Task item
Give the data below again, word for word.

Collected data:
####################
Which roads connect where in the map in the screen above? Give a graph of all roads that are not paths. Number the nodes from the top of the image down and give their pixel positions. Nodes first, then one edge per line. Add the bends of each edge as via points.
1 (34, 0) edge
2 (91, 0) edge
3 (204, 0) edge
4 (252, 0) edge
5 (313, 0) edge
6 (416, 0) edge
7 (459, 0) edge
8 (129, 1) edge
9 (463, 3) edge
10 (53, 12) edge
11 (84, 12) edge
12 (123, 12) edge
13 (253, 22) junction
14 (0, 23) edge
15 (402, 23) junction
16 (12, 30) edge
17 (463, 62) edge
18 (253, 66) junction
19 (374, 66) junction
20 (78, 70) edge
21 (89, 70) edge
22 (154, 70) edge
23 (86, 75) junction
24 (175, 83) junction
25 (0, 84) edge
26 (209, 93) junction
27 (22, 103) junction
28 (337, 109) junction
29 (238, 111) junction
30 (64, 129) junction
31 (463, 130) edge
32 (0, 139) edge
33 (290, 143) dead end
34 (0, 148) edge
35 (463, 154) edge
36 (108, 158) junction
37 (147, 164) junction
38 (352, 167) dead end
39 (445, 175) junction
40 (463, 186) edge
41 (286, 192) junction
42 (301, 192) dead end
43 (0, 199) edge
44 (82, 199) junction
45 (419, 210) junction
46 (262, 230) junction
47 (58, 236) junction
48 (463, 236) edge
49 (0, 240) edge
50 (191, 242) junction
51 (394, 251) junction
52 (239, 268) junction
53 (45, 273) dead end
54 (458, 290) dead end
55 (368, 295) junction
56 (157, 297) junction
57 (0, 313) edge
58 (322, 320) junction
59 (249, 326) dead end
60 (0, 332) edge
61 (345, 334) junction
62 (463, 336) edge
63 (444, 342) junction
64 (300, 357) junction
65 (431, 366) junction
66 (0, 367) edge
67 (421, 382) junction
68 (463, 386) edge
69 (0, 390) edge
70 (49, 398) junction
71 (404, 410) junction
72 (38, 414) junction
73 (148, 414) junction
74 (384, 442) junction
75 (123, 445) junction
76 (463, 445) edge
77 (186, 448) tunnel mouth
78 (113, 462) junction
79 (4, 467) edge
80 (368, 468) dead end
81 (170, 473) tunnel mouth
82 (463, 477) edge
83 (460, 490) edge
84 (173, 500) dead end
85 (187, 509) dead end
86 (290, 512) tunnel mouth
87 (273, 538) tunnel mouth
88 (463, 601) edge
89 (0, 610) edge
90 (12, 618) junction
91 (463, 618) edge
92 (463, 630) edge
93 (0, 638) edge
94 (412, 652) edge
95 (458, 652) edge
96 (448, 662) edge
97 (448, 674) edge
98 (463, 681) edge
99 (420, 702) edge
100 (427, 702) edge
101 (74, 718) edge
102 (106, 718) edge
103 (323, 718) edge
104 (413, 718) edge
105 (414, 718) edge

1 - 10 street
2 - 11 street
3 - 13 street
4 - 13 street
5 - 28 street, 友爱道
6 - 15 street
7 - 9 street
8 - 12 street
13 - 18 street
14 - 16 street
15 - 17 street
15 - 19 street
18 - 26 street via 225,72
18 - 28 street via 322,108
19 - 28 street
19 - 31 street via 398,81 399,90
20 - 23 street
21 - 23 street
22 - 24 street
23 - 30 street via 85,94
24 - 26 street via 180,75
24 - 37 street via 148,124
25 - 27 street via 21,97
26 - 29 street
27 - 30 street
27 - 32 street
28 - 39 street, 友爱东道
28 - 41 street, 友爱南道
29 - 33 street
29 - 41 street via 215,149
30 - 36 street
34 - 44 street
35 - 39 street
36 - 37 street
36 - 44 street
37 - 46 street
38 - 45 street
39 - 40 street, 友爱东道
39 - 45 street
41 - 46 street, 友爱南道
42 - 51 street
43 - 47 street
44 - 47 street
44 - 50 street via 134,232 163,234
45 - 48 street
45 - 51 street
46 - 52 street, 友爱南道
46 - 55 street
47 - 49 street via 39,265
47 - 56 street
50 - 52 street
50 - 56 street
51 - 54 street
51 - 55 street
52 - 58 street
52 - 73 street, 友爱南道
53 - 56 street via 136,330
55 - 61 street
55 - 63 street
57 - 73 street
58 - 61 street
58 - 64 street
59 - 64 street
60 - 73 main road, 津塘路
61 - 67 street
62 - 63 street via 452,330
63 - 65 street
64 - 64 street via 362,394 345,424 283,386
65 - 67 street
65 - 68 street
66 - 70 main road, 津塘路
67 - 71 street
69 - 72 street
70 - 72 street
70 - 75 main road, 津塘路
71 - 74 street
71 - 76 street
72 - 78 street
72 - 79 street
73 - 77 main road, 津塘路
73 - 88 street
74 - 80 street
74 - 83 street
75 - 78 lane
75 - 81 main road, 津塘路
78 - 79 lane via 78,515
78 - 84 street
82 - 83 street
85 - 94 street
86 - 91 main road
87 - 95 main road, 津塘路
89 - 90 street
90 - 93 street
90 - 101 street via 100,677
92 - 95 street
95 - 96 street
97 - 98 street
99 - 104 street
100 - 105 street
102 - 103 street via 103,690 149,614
####################
Exercise response
Which roads connect where in the map in the screen above? Give a graph of all roads that are not paths. Number the nodes from the top of the image down and give their pixel positions. Nodes first, then one edge per line. Add the bends of each edge as via points.
1 (34, 0) edge
2 (91, 0) edge
3 (204, 0) edge
4 (252, 0) edge
5 (313, 0) edge
6 (416, 0) edge
7 (459, 0) edge
8 (129, 1) edge
9 (463, 3) edge
10 (53, 12) edge
11 (84, 12) edge
12 (123, 12) edge
13 (253, 22) junction
14 (0, 23) edge
15 (402, 23) junction
16 (12, 30) edge
17 (463, 62) edge
18 (253, 66) junction
19 (374, 66) junction
20 (78, 70) edge
21 (89, 70) edge
22 (154, 70) edge
23 (86, 75) junction
24 (175, 83) junction
25 (0, 84) edge
26 (209, 93) junction
27 (22, 103) junction
28 (337, 109) junction
29 (238, 111) junction
30 (64, 129) junction
31 (463, 130) edge
32 (0, 139) edge
33 (290, 143) dead end
34 (0, 148) edge
35 (463, 154) edge
36 (108, 158) junction
37 (147, 164) junction
38 (352, 167) dead end
39 (445, 175) junction
40 (463, 186) edge
41 (286, 192) junction
42 (301, 192) dead end
43 (0, 199) edge
44 (82, 199) junction
45 (419, 210) junction
46 (262, 230) junction
47 (58, 236) junction
48 (463, 236) edge
49 (0, 240) edge
50 (191, 242) junction
51 (394, 251) junction
52 (239, 268) junction
53 (45, 273) dead end
54 (458, 290) dead end
55 (368, 295) junction
56 (157, 297) junction
57 (0, 313) edge
58 (322, 320) junction
59 (249, 326) dead end
60 (0, 332) edge
61 (345, 334) junction
62 (463, 336) edge
63 (444, 342) junction
64 (300, 357) junction
65 (431, 366) junction
66 (0, 367) edge
67 (421, 382) junction
68 (463, 386) edge
69 (0, 390) edge
70 (49, 398) junction
71 (404, 410) junction
72 (38, 414) junction
73 (148, 414) junction
74 (384, 442) junction
75 (123, 445) junction
76 (463, 445) edge
77 (186, 448) tunnel mouth
78 (113, 462) junction
79 (4, 467) edge
80 (368, 468) dead end
81 (170, 473) tunnel mouth
82 (463, 477) edge
83 (460, 490) edge
84 (173, 500) dead end
85 (187, 509) dead end
86 (290, 512) tunnel mouth
87 (273, 538) tunnel mouth
88 (463, 601) edge
89 (0, 610) edge
90 (12, 618) junction
91 (463, 618) edge
92 (463, 630) edge
93 (0, 638) edge
94 (412, 652) edge
95 (458, 652) edge
96 (448, 662) edge
97 (448, 674) edge
98 (463, 681) edge
99 (420, 702) edge
100 (427, 702) edge
101 (74, 718) edge
102 (106, 718) edge
103 (323, 718) edge
104 (413, 718) edge
105 (414, 718) edge

1 - 10 street
2 - 11 street
3 - 13 street
4 - 13 street
5 - 28 street, 友爱道
6 - 15 street
7 - 9 street
8 - 12 street
13 - 18 street
14 - 16 street
15 - 17 street
15 - 19 street
18 - 26 street via 225,72
18 - 28 street via 322,108
19 - 28 street
19 - 31 street via 398,81 399,90
20 - 23 street
21 - 23 street
22 - 24 street
23 - 30 street via 85,94
24 - 26 street via 180,75
24 - 37 street via 148,124
25 - 27 street via 21,97
26 - 29 street
27 - 30 street
27 - 32 street
28 - 39 street, 友爱东道
28 - 41 street, 友爱南道
29 - 33 street
29 - 41 street via 215,149
30 - 36 street
34 - 44 street
35 - 39 street
36 - 37 street
36 - 44 street
37 - 46 street
38 - 45 street
39 - 40 street, 友爱东道
39 - 45 street
41 - 46 street, 友爱南道
42 - 51 street
43 - 47 street
44 - 47 street
44 - 50 street via 134,232 163,234
45 - 48 street
45 - 51 street
46 - 52 street, 友爱南道
46 - 55 street
47 - 49 street via 39,265
47 - 56 street
50 - 52 street
50 - 56 street
51 - 54 street
51 - 55 street
52 - 58 street
52 - 73 street, 友爱南道
53 - 56 street via 136,330
55 - 61 street
55 - 63 street
57 - 73 street
58 - 61 street
58 - 64 street
59 - 64 street
60 - 73 main road, 津塘路
61 - 67 street
62 - 63 street via 452,330
63 - 65 street
64 - 64 street via 362,394 345,424 283,386
65 - 67 street
65 - 68 street
66 - 70 main road, 津塘路
67 - 71 street
69 - 72 street
70 - 72 street
70 - 75 main road, 津塘路
71 - 74 street
71 - 76 street
72 - 78 street
72 - 79 street
73 - 77 main road, 津塘路
73 - 88 street
74 - 80 street
74 - 83 street
75 - 78 lane
75 - 81 main road, 津塘路
78 - 79 lane via 78,515
78 - 84 street
82 - 83 street
85 - 94 street
86 - 91 main road
87 - 95 main road, 津塘路
89 - 90 street
90 - 93 street
90 - 101 street via 100,677
92 - 95 street
95 - 96 street
97 - 98 street
99 - 104 street
100 - 105 street
102 - 103 street via 103,690 149,614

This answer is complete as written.